Captain Bellamy yelled orders in his inimitable style, clouting the slower members of the crew about the head in an attempt to get them to scramble faster. Everyone seemed to be going in the wrong direction at once, cannon balls sometimes missing their trunks by mere inches, and all too often, not missing at all, but carrying the unlucky few over the side of the boat and into the great wide ocean. It was beginning to look an awful lot like chaos.

Through the smoke and noise, Lizzie could hear three distinct sounds: the throaty laugh of Black Ethel, the rasping snoring of Alice, and what she could only imagine to be the cry of the albatross perched high above the deck of the Bonny Read. Watching the fight from the window of the captain’s cabin, Lizzie began to fear that things were not going well.

For one thing, she could see that Captain Bellamy’s visage was becoming beet red, a sure sign of indignation, as was the tendency of his voice to rise ever higher and skate over more and more consonants. For another, she could see more than a few holes in the deck of the Demeter, which signaled a slight tendency to take on water.

“I must wake Alice,” Lizzie thought to herself. Surely it was only to have her cousin prepared for any eventuality and not simply because her snoring was becoming unbearably loud and coarse. In any case, she shook her cousin’s shoulder gently yet firmly and began to call her name. “Alice, Alice! You must wake up! We are under attack -- by pirates!”

“What?” Alice asked, rubbing her eyes and smiling vacantly as was her habit upon waking. “Parrots?”

“No, no, pirates,” Lizzie hastily corrected her. “They are at present firing cannonballs at the Demeter and will no doubt board her soon.” Well, perhaps an exaggeration, Lizzie scolded herself, but she needed to find a way to get Alice moving. She was so lethargic!

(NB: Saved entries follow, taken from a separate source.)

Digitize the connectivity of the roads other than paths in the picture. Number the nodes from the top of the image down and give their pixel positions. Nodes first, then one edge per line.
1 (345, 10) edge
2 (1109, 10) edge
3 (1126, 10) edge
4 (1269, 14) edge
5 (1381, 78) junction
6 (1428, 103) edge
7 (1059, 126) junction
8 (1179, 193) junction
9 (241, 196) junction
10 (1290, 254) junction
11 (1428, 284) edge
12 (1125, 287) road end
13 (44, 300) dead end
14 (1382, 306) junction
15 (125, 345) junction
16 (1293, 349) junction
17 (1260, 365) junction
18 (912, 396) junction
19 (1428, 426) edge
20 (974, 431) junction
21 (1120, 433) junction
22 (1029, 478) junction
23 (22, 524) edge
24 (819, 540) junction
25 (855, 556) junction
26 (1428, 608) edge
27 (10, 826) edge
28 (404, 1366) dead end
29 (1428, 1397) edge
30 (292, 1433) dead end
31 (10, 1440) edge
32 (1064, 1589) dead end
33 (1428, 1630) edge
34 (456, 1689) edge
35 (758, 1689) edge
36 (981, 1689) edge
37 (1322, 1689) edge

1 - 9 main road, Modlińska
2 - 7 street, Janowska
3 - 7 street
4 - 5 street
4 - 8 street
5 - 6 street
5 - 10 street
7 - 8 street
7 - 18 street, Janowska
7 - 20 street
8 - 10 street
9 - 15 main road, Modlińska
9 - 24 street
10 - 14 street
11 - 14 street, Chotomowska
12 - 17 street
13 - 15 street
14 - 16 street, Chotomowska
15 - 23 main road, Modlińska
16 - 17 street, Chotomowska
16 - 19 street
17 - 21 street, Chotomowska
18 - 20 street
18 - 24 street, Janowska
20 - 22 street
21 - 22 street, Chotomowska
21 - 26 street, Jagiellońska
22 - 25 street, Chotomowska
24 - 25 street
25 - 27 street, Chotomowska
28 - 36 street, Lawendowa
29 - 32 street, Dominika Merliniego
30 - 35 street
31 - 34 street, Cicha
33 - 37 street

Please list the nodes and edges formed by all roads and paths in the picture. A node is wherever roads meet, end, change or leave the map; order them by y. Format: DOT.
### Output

“Is there anything to eat?” Alice said as she stretched luxuriously, raising herself slowly to a sitting position. “Where is Mrs. Perkins?”

Lizzie groaned. “We are not at home, Alice! We are on board the ship, remember, dear? Captain Bellamy is our latest kidnapper and we are sailing for who knows where!”

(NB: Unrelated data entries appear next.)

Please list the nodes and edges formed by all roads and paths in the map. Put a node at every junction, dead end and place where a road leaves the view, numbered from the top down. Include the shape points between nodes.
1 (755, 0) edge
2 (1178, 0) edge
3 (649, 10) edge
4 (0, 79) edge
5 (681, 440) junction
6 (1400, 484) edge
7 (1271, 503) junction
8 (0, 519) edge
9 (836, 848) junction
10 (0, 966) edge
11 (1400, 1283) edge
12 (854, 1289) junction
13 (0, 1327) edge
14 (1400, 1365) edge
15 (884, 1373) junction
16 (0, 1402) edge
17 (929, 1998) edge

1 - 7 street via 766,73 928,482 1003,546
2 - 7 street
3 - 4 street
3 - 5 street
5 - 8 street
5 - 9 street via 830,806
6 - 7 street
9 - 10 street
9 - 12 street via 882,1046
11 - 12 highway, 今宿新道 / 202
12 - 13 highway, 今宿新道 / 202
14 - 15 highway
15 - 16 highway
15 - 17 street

Alice burst into tears. “I had thought that was all a dream! Oh, Lizzie, please tell me, can it be so?”

Lizzie patted her cousin’s shoulder. “I am so sorry, my dear, but it is true. We have been kidnapped, we are under attack from pirates and all looks quite dismal at present.”

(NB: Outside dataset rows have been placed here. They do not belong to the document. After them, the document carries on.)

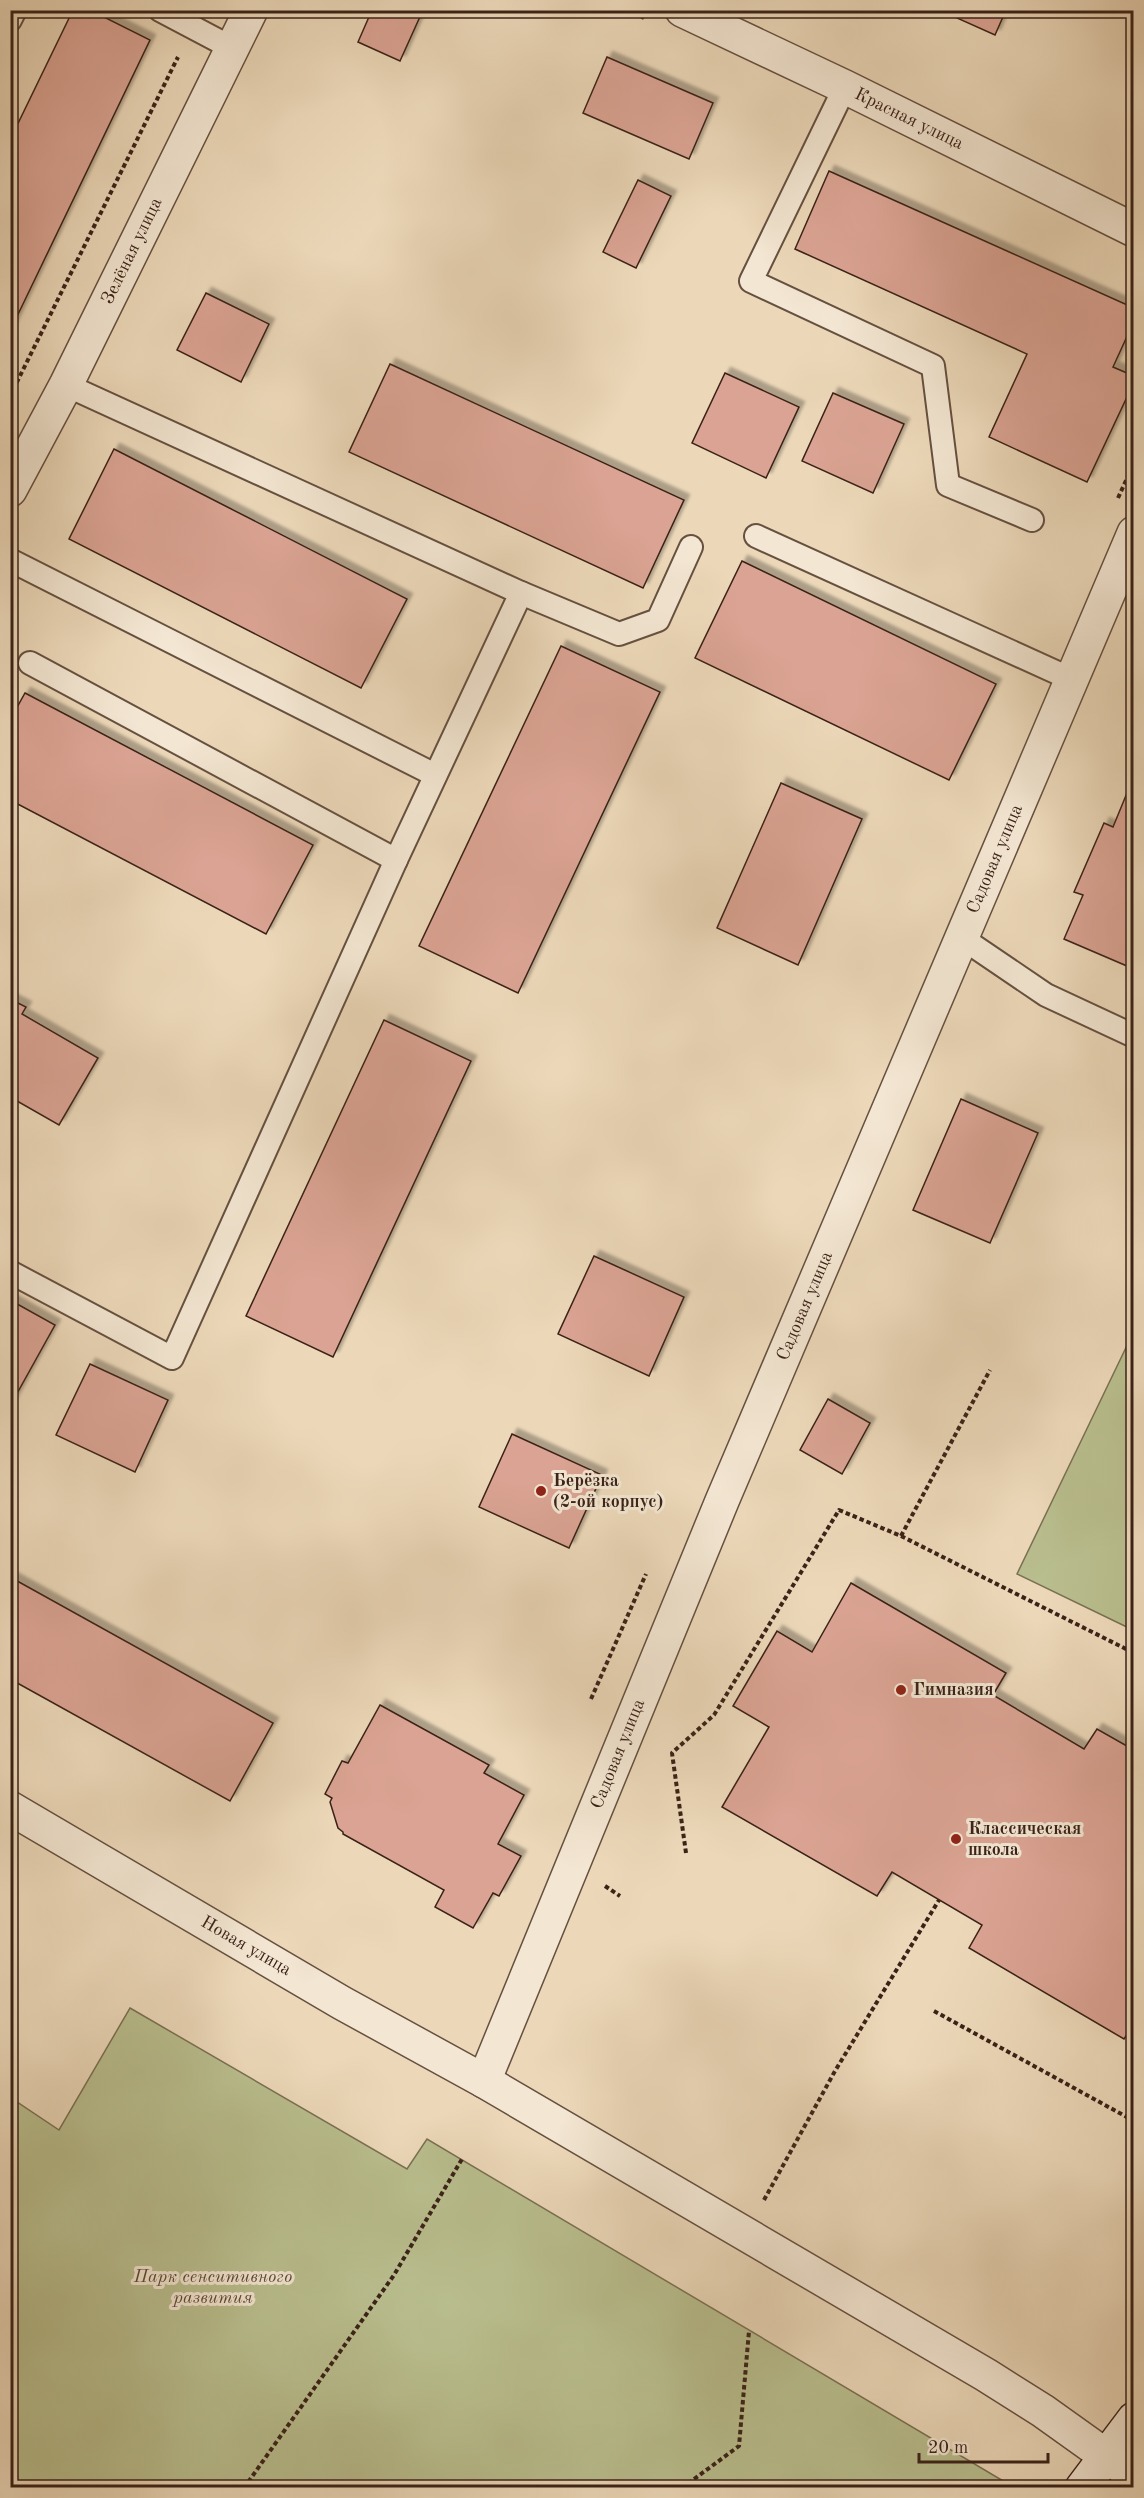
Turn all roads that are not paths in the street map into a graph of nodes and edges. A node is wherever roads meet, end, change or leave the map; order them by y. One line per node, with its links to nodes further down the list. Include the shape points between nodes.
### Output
1 (15, 10): 5 (lane)
2 (160, 10): 6 (lane)
3 (251, 10): 6 (street, Зелёная улица)
4 (682, 10): 7 (street, Красная улица)
5 (10, 20)
6 (232, 48): 9 (street, Зелёная улица)
7 (844, 87): 8 (street, Красная улица); 11 (lane, via 751,280 933,366 948,485)
8 (1134, 230)
9 (66, 385): 10 (street, Зелёная улица); 16 (lane)
10 (10, 490)
11 (1032, 520)
12 (1134, 533): 18 (street, Садовая улица)
13 (756, 536): 18 (lane)
14 (691, 547): 16 (lane, via 658,620 619,634)
15 (10, 560): 19 (lane)
16 (521, 593): 19 (lane)
17 (30, 663): 20 (lane)
18 (1071, 679): 21 (street, Садовая улица)
19 (435, 775): 20 (lane)
20 (396, 860): 23 (lane, via 172,1358)
21 (962, 938): 22 (lane, via 1046,995); 25 (street, Садовая улица, via 726,1491)
22 (1134, 1036)
23 (10, 1272)
24 (10, 1808): 25 (street, Новая улица)
25 (484, 2081): 27 (street, Новая улица, via 986,2375)
26 (1134, 2419): 27 (street)
27 (1106, 2456): 28 (street, Новая улица); 29 (street)
28 (1134, 2475)
29 (1082, 2487)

“No, no,” Alice said, shaking her head sorrowfully, “But is it true I ate eels?”

“And many other kinds of fish, much of raw, Alice,” Lizzie could not quite help the scolding tone of her voice even as she tried to comfort her cousin. “But that is not the most important thing just now,” she continued as she moved the bucket once more to the bedside.

“What could be worse?” Alice asked in a strangled voice, turning a pale and not too becoming shade of light green.

With a sudden blast of splinters and shattering glass, a cannon ball crashed through the window of the cabin and made a hasty exit out a new hole on the opposite side.

“That, my dear, could be much worse!” While Alice cowered on the bed, regretting having woken up, Lizzie peeked carefully out the smashed window. The Bonny Read was a mere two yards away and the pirates were swinging ropes between them. They meant to board the ship!